Collected data
_ _ _ _ _

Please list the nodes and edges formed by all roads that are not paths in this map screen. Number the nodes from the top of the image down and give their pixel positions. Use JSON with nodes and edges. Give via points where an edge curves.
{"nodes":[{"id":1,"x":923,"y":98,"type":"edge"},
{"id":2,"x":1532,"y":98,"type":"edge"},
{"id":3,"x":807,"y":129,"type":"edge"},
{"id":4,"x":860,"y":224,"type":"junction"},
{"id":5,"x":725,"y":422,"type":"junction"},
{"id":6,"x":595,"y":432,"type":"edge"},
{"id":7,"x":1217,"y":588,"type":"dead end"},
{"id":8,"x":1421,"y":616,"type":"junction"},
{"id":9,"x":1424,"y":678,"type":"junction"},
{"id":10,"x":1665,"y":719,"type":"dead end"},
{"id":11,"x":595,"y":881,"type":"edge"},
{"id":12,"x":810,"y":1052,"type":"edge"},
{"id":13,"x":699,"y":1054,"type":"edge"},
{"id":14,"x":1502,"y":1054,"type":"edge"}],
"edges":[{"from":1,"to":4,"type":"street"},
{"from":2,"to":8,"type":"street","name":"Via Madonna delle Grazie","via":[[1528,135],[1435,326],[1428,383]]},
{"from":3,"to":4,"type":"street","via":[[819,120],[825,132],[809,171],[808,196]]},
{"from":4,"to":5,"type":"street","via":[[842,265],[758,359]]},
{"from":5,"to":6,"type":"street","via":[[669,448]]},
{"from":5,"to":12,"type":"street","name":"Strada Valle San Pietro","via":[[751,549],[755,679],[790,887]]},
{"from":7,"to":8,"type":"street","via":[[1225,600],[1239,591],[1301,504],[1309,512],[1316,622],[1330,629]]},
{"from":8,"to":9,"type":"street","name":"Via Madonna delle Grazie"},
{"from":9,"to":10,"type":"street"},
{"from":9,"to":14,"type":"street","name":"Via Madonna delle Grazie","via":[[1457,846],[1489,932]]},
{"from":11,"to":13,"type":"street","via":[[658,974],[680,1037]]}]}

_ _ _ _ _

WHAT IS BEING ASKED =>
Please filter the entries for the word "dead" and copy the lines that have it.

SOLUTION BELOW =>
{"id":7,"x":1217,"y":588,"type":"dead end"},
{"id":10,"x":1665,"y":719,"type":"dead end"},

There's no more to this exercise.